Flexible work for all
Speaking about expectations workers face and the state of flexibility, Darren Murph, head of remote at GitLab, explains to UNLEASH: “We’ve entered a new era for knowledge work — one where a highly individualized experience is now expected.
“Flexibility on when work happens is becoming the new standard for employers.”
Murph reasoned that the pandemic has been a key factor in this change: “What surprised me was how quickly the pressure point changed. Pre-pandemic, commuting workers felt pressure on their time in different ways.
“Their wake time was inflexible, their lunch period was inflexible, and their personal life was forced to fit around the confines of set working hours.

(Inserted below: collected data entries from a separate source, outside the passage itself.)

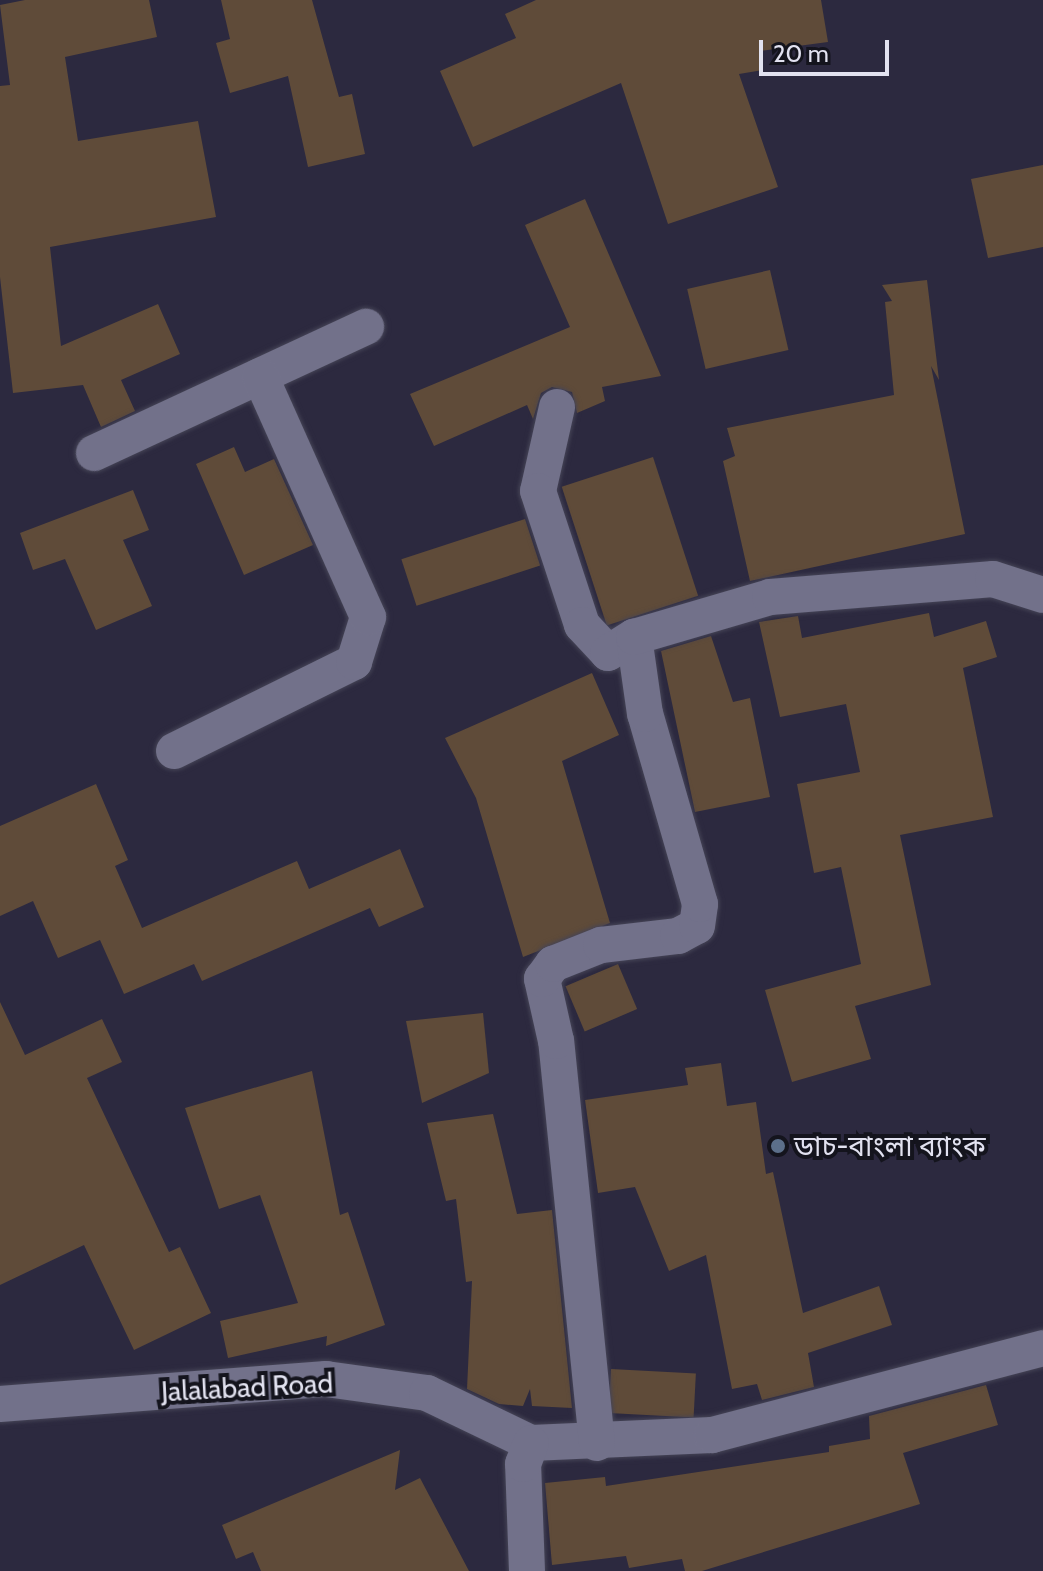 <!DOCTYPE html>
<html>
<head>
<meta charset="utf-8">
<style>
  body { margin:0 }
  #map { position:relative; width:1043px; height:1571px; overflow:hidden; background:#2c293f; font-family:Cabin,"Noto Sans Bengali",sans-serif }
  div>[style] { position:absolute }
  .building>* { inset:0; background:#5f4b39; transform-origin:0 0 }
  .roads { filter:drop-shadow(0 0 2px #454456) drop-shadow(0 0 2px #454456) }
  .street>* { height:36px; margin:-18px; padding:0 18px; transform-origin:18px; border-radius:18px; background:#72718a }
  .dots>* { width:22px; height:22px; translate:-50% -50%; box-sizing:border-box; border:4px solid #14141d; border-radius:50% }
  span { translate:-50% -50%; white-space:nowrap; text-align:center; line-height:1.15; -webkit-text-stroke:8px #14141d; paint-order:stroke }
  .poi-label { font-size:28px; color:#e2e2f0 }
  .left { translate:0 -50%; text-align:left }
  .street-label { font-size:28px; color:#e2e2f0 }
  .scale { position:absolute; left:759px; top:40px; width:130px; height:36px; box-sizing:border-box; border:4px solid #e2e2f0; border-top:0; padding-left:10px; font-size:24px; line-height:28px; white-space:nowrap; color:#e2e2f0; -webkit-text-stroke:6px #14141d; paint-order:stroke }
</style>
</head>
<body>
<div id="map">
  <div class="building">
    <i style="clip-path:polygon(25px 0,149px 0,157px 37px,65px 57px,78px 141px,198px 121px,216px 217px,50px 247px,61px 346px,158px 304px,180px 354px,121px 380px,135px 411px,101px 427px,83px 385px,13px 393px,0 277px,0 86px,10px 85px,0 5px)"></i>
    <i style="clip-path:polygon(221px 0,312px 0,339px 97px,352px 94px,365px 154px,308px 167px,288px 76px,230px 93px,216px 43px,230px 39px)"></i>
    <i style="clip-path:polygon(536px 0,821px 0,828px 42px,760px 51px,763px 70px,739px 74px,778px 187px,668px 224px,621px 83px,473px 147px,440px 71px,516px 38px,505px 14px)"></i>
    <i style="clip-path:polygon(1043px 165px,1043px 247px,988px 258px,971px 179px)"></i>
    <i style="clip-path:polygon(585px 199px,661px 376px,602px 387px,605px 401px,577px 413px,572px 392px,552px 387px,541px 393px,533px 419px,527px 405px,434px 446px,410px 394px,570px 327px,525px 225px)"></i>
    <i style="left:770px;top:270px;width:82px;height:85px;rotate:77deg"></i>
    <i style="clip-path:polygon(927px 280px,939px 380px,931px 366px,965px 534px,750px 581px,723px 461px,735px 456px,727px 428px,894px 395px,885px 302px,892px 301px,882px 285px)"></i>
    <i style="clip-path:polygon(234px 447px,245px 472px,274px 459px,313px 545px,244px 575px,196px 464px)"></i>
    <i style="left:653px;top:457px;width:146px;height:96px;rotate:72deg"></i>
    <i style="clip-path:polygon(133px 490px,149px 530px,123px 540px,152px 606px,96px 630px,65px 559px,33px 570px,20px 533px)"></i>
    <i style="left:525px;top:519px;width:49px;height:130px;rotate:72deg"></i>
    <i style="clip-path:polygon(929px 613px,934px 637px,986px 621px,997px 657px,963px 668px,993px 817px,900px 835px,931px 985px,855px 1006px,871px 1059px,792px 1082px,765px 990px,861px 964px,841px 867px,814px 873px,797px 784px,860px 772px,846px 704px,780px 717px,759px 622px,798px 616px,802px 638px)"></i>
    <i style="clip-path:polygon(711px 636px,733px 702px,750px 698px,770px 797px,695px 812px,661px 651px)"></i>
    <i style="clip-path:polygon(592px 673px,619px 735px,562px 761px,610px 923px,523px 957px,476px 798px,445px 738px)"></i>
    <i style="clip-path:polygon(96px 784px,128px 860px,115px 866px,142px 928px,297px 861px,309px 889px,400px 849px,424px 907px,379px 927px,370px 908px,202px 981px,194px 964px,124px 994px,100px 940px,58px 958px,33px 901px,0 916px,0 826px)"></i>
    <i style="left:618px;top:964px;width:49px;height:57px;rotate:67deg"></i>
    <i style="clip-path:polygon(0 1002px,25px 1055px,102px 1019px,122px 1062px,87px 1078px,169px 1252px,180px 1247px,211px 1313px,134px 1350px,84px 1245px,0 1285px)"></i>
    <i style="clip-path:polygon(483px 1013px,489px 1073px,422px 1103px,406px 1021px)"></i>
    <i style="clip-path:polygon(721px 1063px,727px 1106px,756px 1102px,766px 1174px,773px 1172px,803px 1313px,879px 1286px,892px 1325px,808px 1353px,814px 1387px,762px 1400px,757px 1384px,732px 1389px,706px 1255px,669px 1271px,635px 1187px,598px 1193px,585px 1100px,688px 1085px,685px 1068px)"></i>
    <i style="clip-path:polygon(312px 1071px,340px 1215px,348px 1212px,385px 1325px,326px 1346px,327px 1336px,228px 1358px,220px 1321px,298px 1303px,260px 1195px,219px 1209px,185px 1108px)"></i>
    <i style="clip-path:polygon(493px 1114px,517px 1214px,552px 1210px,572px 1408px,532px 1406px,530px 1389px,523px 1406px,499px 1404px,467px 1389px,472px 1281px,466px 1282px,456px 1199px,446px 1201px,427px 1123px)"></i>
    <i style="left:611px;top:1369px;width:85px;height:44px;rotate:3deg"></i>
    <i style="clip-path:polygon(986px 1385px,998px 1425px,903px 1453px,920px 1504px,702px 1571px,685px 1571px,682px 1559px,629px 1568px,626px 1556px,552px 1565px,545px 1483px,605px 1477px,606px 1486px,829px 1452px,829px 1446px,870px 1439px,869px 1416px)"></i>
    <i style="clip-path:polygon(400px 1450px,395px 1490px,420px 1478px,469px 1571px,261px 1571px,253px 1552px,236px 1559px,222px 1525px)"></i>
  </div>
  <div class="roads">
    <div class="street">
      <i style="left:557px;top:407px;width:86px;rotate:102.7deg"></i>
      <i style="left:538px;top:491px;width:141px;rotate:71.8deg"></i>
      <i style="left:582px;top:625px;width:38px;rotate:47deg"></i>
      <i style="left:608px;top:653px;width:31px;rotate:-32deg"></i>
      <i style="left:94px;top:453px;width:300px;rotate:-24.9deg"></i>
      <i style="left:174px;top:751px;width:201px;rotate:-26.3deg"></i>
      <i style="left:354px;top:662px;width:47px;rotate:-72.7deg"></i>
      <i style="left:368px;top:617px;width:264px;rotate:-114.1deg"></i>
      <i style="left:0;top:1404px;width:327px;rotate:-4.4deg"></i>
      <i style="left:326px;top:1379px;width:102px;rotate:7.9deg"></i>
      <i style="left:427px;top:1393px;width:115px;rotate:25.7deg"></i>
      <i style="left:531px;top:1443px;width:181px;rotate:-2.5deg"></i>
      <i style="left:712px;top:1435px;width:342px;rotate:-14.7deg"></i>
      <i style="left:597px;top:1443px;width:404px;rotate:-95.8deg"></i>
      <i style="left:556px;top:1041px;width:64px;rotate:-102.7deg"></i>
      <i style="left:542px;top:979px;width:19px;rotate:-54deg"></i>
      <i style="left:553px;top:964px;width:52px;rotate:-21.6deg"></i>
      <i style="left:601px;top:945px;width:78px;rotate:-6.7deg"></i>
      <i style="left:678px;top:936px;width:21px;rotate:-28deg"></i>
      <i style="left:697px;top:926px;width:22px;rotate:-82deg"></i>
      <i style="left:700px;top:904px;width:198px;rotate:-106.1deg"></i>
      <i style="left:645px;top:714px;width:78px;rotate:-98.1deg"></i>
      <i style="left:634px;top:637px;width:142px;rotate:-16.4deg"></i>
      <i style="left:770px;top:597px;width:224px;rotate:-4.6deg"></i>
      <i style="left:993px;top:579px;width:52px;rotate:17.7deg"></i>
      <i style="left:527px;top:1571px;width:107px;rotate:-92.1deg"></i>
      <i style="left:523px;top:1464px;width:22px;rotate:-69deg"></i>
    </div>
  </div>
  <div class="dots">
    <i style="left:778px;top:1146px;background:#5c6f8a"></i>
  </div>
  <div class="poi-label">
    <span class="left" style="left:794px;top:1146px">ডাচ-বাংলা ব্যাংক</span>
  </div>
  <div class="street-label">
    <span style="left:247px;top:1387px;rotate:-3deg">Jalalabad Road</span>
  </div>
  <div class="scale">20 m</div>
</div>
</body>
</html>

The pressure of time remains, but now the burden has shifted from individual to employer.”
This is because “top talent are proving that they do better work and live more fulfilling lives when they’re more in control of their time”, according to Murph.
As a result, “It’s not enough for an employer to merely realize this truth; it must rearchitect its tool stack, its culture, and the very management philosophy on which it is built in order to effectively decouple business results from linear time”.
Murph believes that employers will need to effectively launch flexible working models going forward. Particularly as flexibility becomes an appealing factor to candidates.
Signs of flexibility being important to workers were evident in the GitLab/Qatalog study with 66% stating that they would leave their job if limited flexibility was offer. In addition, 43% said that they would consider a lower-paid role if they were given greater flexibility in return.
Although it is difficult to make workers feel comfortable with asynchronous work, Qatalog’s Rauf offered his advice: “If there’s one lesson companies can take from this, it’s that you need to be intentional if you want asynchronous to work, and put structures in place that support it.